Melville, la nuit

Pleine bouche

C’est le cœur de juillet. Il fait chaud à dégouliner. Je me rappelle, tu as failli ne pas me rejoindre. « Trop de frustration. » m’as-tu dit au téléphone. Un bouton de fièvre est venu se nicher au coin de tes lèvres. Nous n’allons pas pouvoir nous embrasser. 

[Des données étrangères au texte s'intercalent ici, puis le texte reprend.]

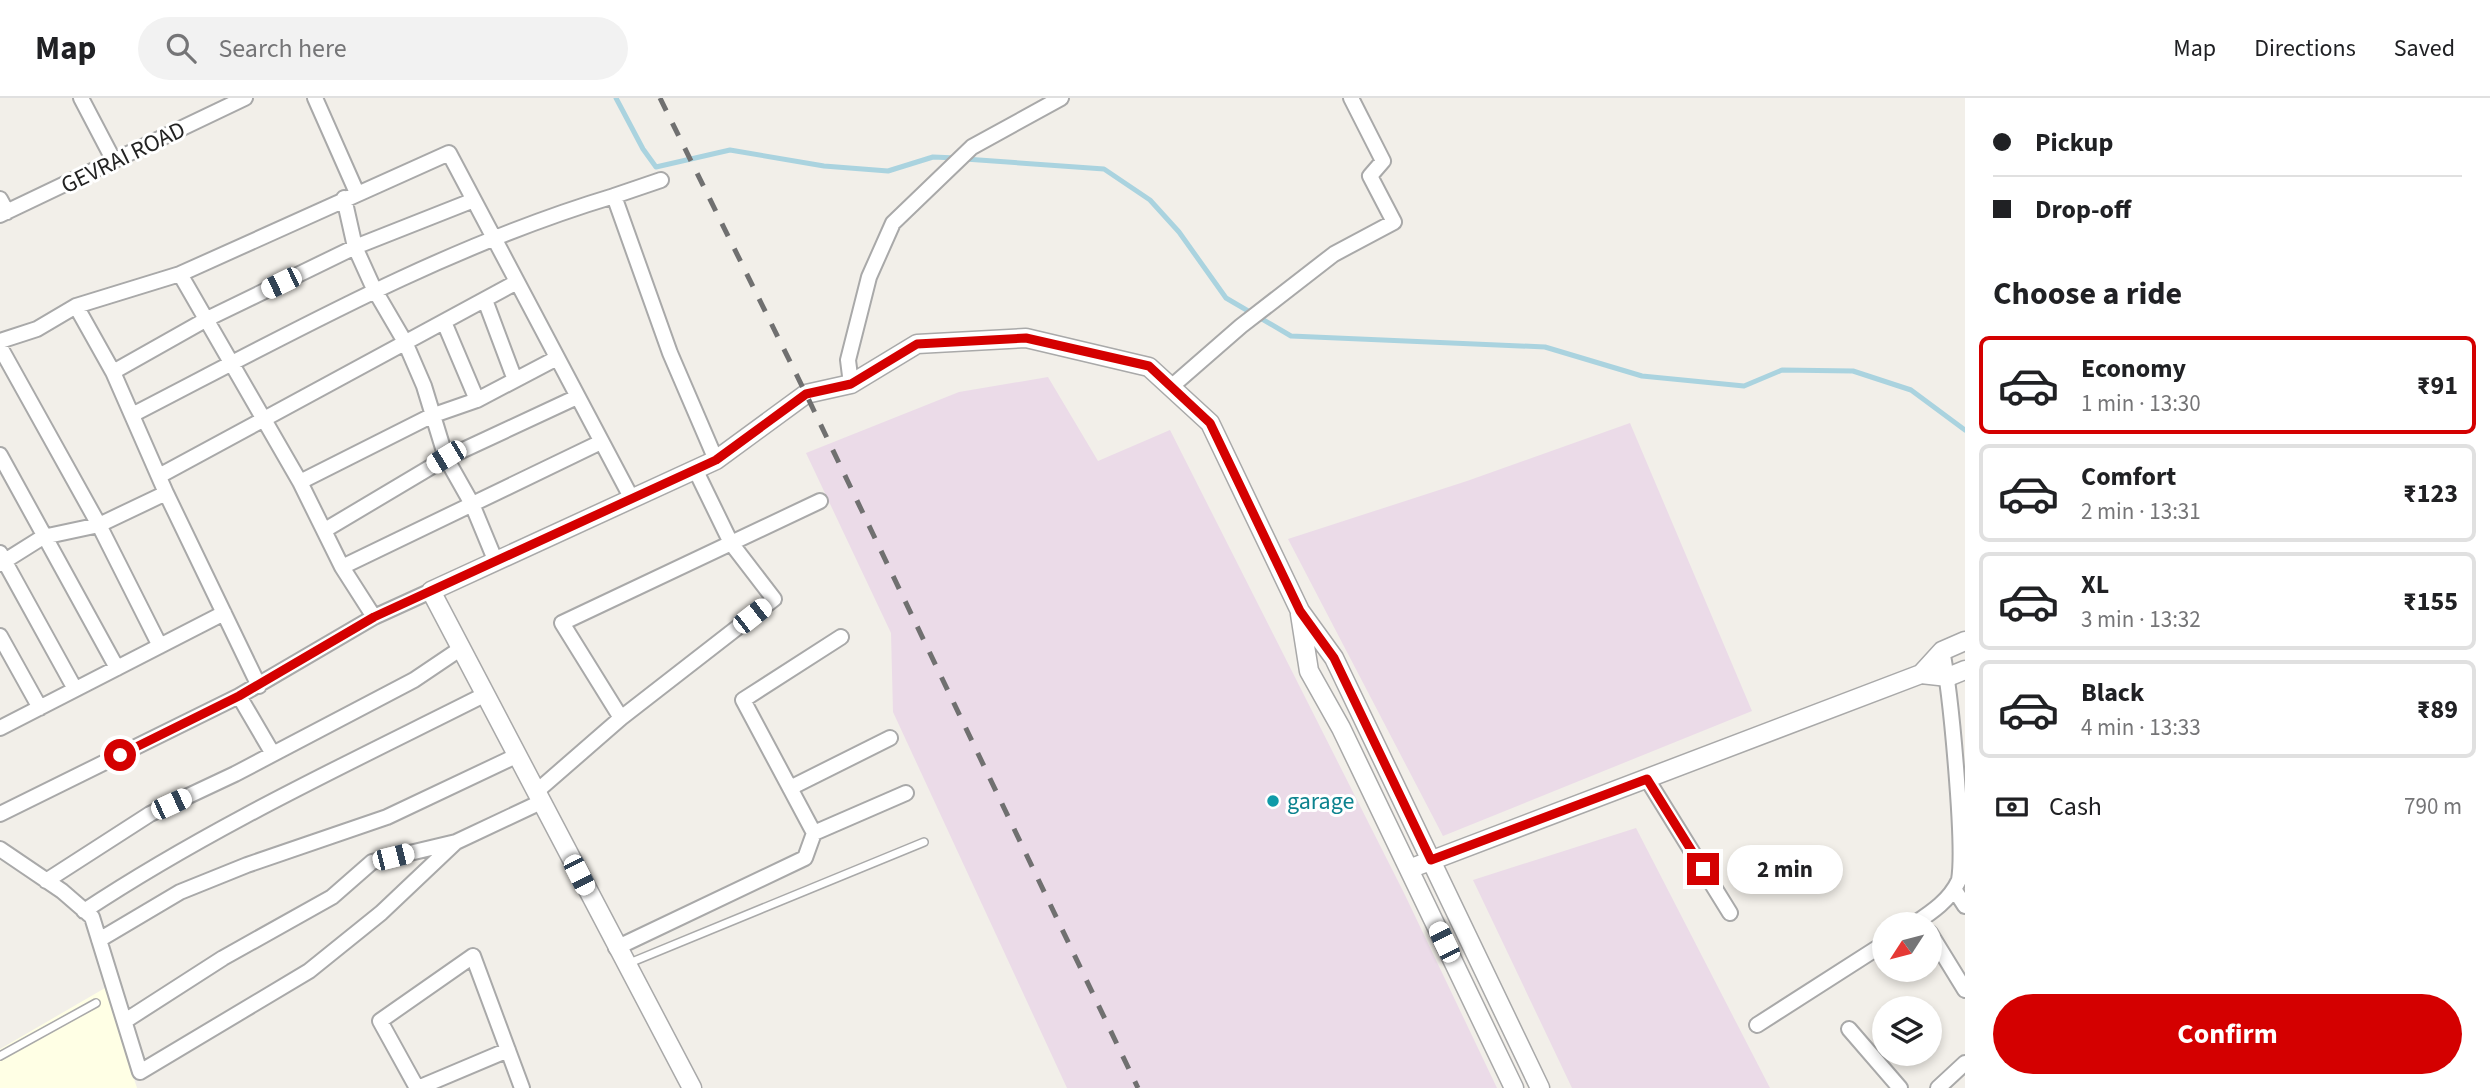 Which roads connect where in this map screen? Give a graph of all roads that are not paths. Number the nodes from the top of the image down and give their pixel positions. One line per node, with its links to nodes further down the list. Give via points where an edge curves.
1 (81, 98): 6 (street)
2 (245, 98): 6 (street, GEVRAI ROAD)
3 (315, 98): 8 (street)
4 (1061, 98): 28 (street, via 972,147 893,223 869,277 849,360)
5 (1351, 98): 29 (street, via 1383,161 1370,176 1394,222 1334,254)
6 (114, 161): 11 (street, GEVRAI ROAD)
7 (661, 180): 9 (street)
8 (351, 196): 10 (street, via 449,153); 13 (street); 14 (street)
9 (614, 196): 12 (street); 38 (street, via 670,353)
10 (474, 200): 12 (street); 13 (street)
11 (2, 209)
12 (494, 238): 15 (street); 16 (street)
13 (355, 247): 16 (street); 19 (street)
14 (180, 274): 18 (street); 19 (street)
15 (517, 282): 17 (street); 24 (street)
16 (374, 289): 22 (street); 25 (street)
17 (485, 300): 20 (street); 27 (street)
18 (76, 306): 21 (street, via 37,329); 26 (street)
19 (207, 319): 25 (street); 26 (street)
20 (444, 322): 22 (street); 31 (street)
21 (0, 341)
22 (405, 342): 33 (street, via 424,386); 34 (street)
23 (0, 347): 46 (street)
24 (557, 358): 27 (street); 30 (street)
25 (231, 364): 32 (street); 34 (street)
26 (113, 372): 32 (street)
27 (515, 380): 31 (street)
28 (851, 384): 29 (street, via 917,344 1026,338 1149,366); 38 (street, via 806,394)
29 (1171, 387): 54 (street, via 1210,423)
30 (577, 397): 35 (street); 37 (street)
31 (477, 400): 33 (street)
32 (132, 415): 40 (street)
33 (430, 416): 37 (street); 41 (street)
34 (262, 419): 40 (street); 41 (street)
35 (601, 442): 43 (street); 45 (street)
36 (0, 455): 48 (street)
37 (446, 457): 45 (street); 47 (street)
38 (716, 460): 39 (street)
39 (695, 469): 43 (street); 49 (street)
40 (159, 476): 42 (street)
41 (300, 482): 47 (street)
42 (166, 493): 46 (street); 55 (street)
43 (632, 499): 51 (street)
44 (820, 501): 49 (street)
45 (471, 504): 51 (street); 52 (street)
46 (99, 525): 48 (street); 60 (street)
47 (325, 530): 52 (street)
48 (43, 537): 50 (street); 63 (street)
49 (731, 543): 72 (street, via 774,599); 72 (street, via 562,623)
50 (1, 559): 68 (street)
51 (496, 562): 53 (street)
52 (342, 567): 56 (street)
53 (431, 591): 56 (street); 61 (street)
54 (1300, 611): 86 (street, via 1334,658); 87 (street, via 1309,671)
55 (224, 613): 60 (street); 67 (street)
56 (374, 617): 67 (street)
57 (0, 636): 71 (street)
58 (841, 637): 78 (street, via 743,700)
59 (1965, 641): 62 (street)
60 (160, 646): 63 (street)
61 (460, 649): 69 (street); 75 (street, via 414,680)
62 (1942, 651): 65 (street); 66 (street)
63 (117, 668): 68 (street)
64 (1965, 670): 66 (street)
65 (1921, 674): 66 (street); 77 (street)
66 (1948, 677): 89 (street, via 1964,819 1961,878)
67 (259, 686): 70 (street)
68 (75, 689): 71 (street)
69 (484, 695): 76 (street); 91 (street, via 275,800 142,873)
70 (239, 696): 75 (street); 81 (street)
71 (40, 708): 73 (street)
72 (621, 718): 80 (street)
73 (0, 728)
74 (890, 738): 78 (street)
75 (273, 754): 88 (street, via 150,814)
76 (516, 756): 80 (street); 94 (street, via 387,817 180,892)
77 (1647, 779): 86 (street); 93 (street)
78 (790, 788): 82 (street)
79 (906, 793): 82 (street)
80 (538, 797): 83 (street); 95 (street)
81 (0, 814)
82 (814, 833): 95 (street, via 805,858)
83 (456, 842): 101 (street, via 372,862 332,897 223,958); 101 (street, via 381,914 309,971 139,1072)
84 (924, 842): 98 (lane)
85 (0, 849): 88 (street)
86 (1431, 860): 87 (street); 111 (street)
87 (1409, 869): 110 (street)
88 (46, 881): 91 (street)
89 (1954, 889): 90 (street); 92 (street)
90 (1965, 906)
91 (85, 911): 94 (street, via 92,917)
92 (1932, 912)
93 (1730, 913)
94 (99, 940): 101 (street)
95 (616, 948): 98 (street)
96 (1872, 951): 102 (street)
97 (1942, 953): 99 (street)
98 (625, 965): 109 (street)
99 (1965, 990)
100 (96, 1003): 105 (lane)
101 (125, 1021)
102 (1756, 1025)
103 (1849, 1028): 112 (street)
104 (508, 1050): 107 (street); 107 (street, via 473,956 380,1021); 108 (street)
105 (0, 1056)
106 (1965, 1063): 113 (street)
107 (418, 1088)
108 (522, 1088)
109 (692, 1088)
110 (1514, 1088)
111 (1540, 1088)
112 (1900, 1088)
113 (1938, 1088)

Un message de toi tinte dans ma poche. « Finalement si. Je suis à ta porte. » Tu as ce sourire qui cache des idées quand je t’ouvre. « J’ai fait des courses ! » 
Ce n’est pas la phrase à laquelle je m’attendais.
Il ne me faut que quelques secondes, pourtant, pour imaginer. 

Sauf que.

Le contenu de ton cabas, ce n’est pas non plus ce que j’ai imaginé quelques instants plus tôt. 
Ce sont des fruits. 

Ça fait beaucoup de surprises en peu de temps. Il faut néanmoins reconnaître que c’est la saison. 

Tu saisis une pêche. 
Tu dis « embrasse-moi »
Tu dis « embrasse-moi là », et tu désignes la pêche.
Et tu souris. Tu as le sourire le plus fier et coquin qu’il me soit permis d’imaginer. Et moi je t’embrasse la pêche. 

*

Au début, c’est très doux. On dirait une peau couverte de minuscules poils. Je ne t’ai jamais embrassé là, je crois. En tout cas je ne reconnais pas bien la texture. On dirait un peu certains coins de ton cul, mais en plus ferme. Tu me reprends, je me reprends. Bien sûr qu’il est ferme ton cul. Mais pas comme ça. Oui, j’arrête de parler, oui je continue de t’embrasser. Oui, j’ôte mes vêtements et les tiens et ce qui reste des miens et… je caresse ton cul. Ce n’est effectivement pas lui que j’ai contre mes lèvres.
Tu te frottes contre ma bouche qui t’embrasse. Fort. Plus fort. Encore. J’ouvre grandes mes mâchoires, pour te faire de la place. Je te caresse partout. Partout c’est doux. Plus fort. Encore. À force, je sens ta peau qui vient s’échouer contre mes dents. J’ai peur de te faire mal, mais le seul gémissement que tu pousses quand enfin elle se craquelle et se déchire, c’est celui qui vient de mes doigts qui se glissent en toi. J’ai ton humidité au bout de la main. J’ai ton humidité au bout de la langue. L’une est saline, l’autre mielleuse. 

Je voudrais faire la maline. Dire qu’on ne joue pas avec la nourriture. Je ne peux pas ; j’ai la bouche pleine. Je te mords à pleines dents et tu coules contre mon poignet et mes lèvres. Je me baigne de toi, là, allongée sur le dos. Je sens ta présence, ton ombre qui me rafraîchit dans ce simulacre de canicule. Il fait chaud, si chaud. Moi aussi je coule. Je dégouline, malgré la pénombre, malgré la fraîcheur, malgré les fruits qui devraient — je ne sais pas, moi — me désaltérer ? 

Tu te saisis de moi avec ton autre main, celle que je n’embrasse pas à pleine pêche. Tu me caresses et me cajoles et me titilles et moi je te bois je me noie je m’émoi. 

*

La pêche est finie. La fête, pas tout à fait. Dans ta main, il ne reste qu’un noyau qui glisse bientôt vers le parquet. Je te suce les doigts, un à un, pendant que tu aspires les miens en bouquet. Je frissonne et ça te fait trembler. Je m’agite et ça te fait remuer. Je t’échange une fellation digitale contre un, deux, trois doigts de cyprine. Tu inondes mes draps et le silence de l’appartement se remplit de ta voix. Tu es rauque et liquide et, cessant enfin de t’embrasser, je te prends contre moi. Je t’étreins jusqu’à ce que les tremblements cessent, jusqu’à ce que la chaleur nous repousse jusqu’à la plus proche douche. 

Quand nous rirons auréolées de plaisir sous l’eau, je te glisserai, encore pleine de sucre, que je comprends enfin ce que signifie « embrasser à pleine bouche ».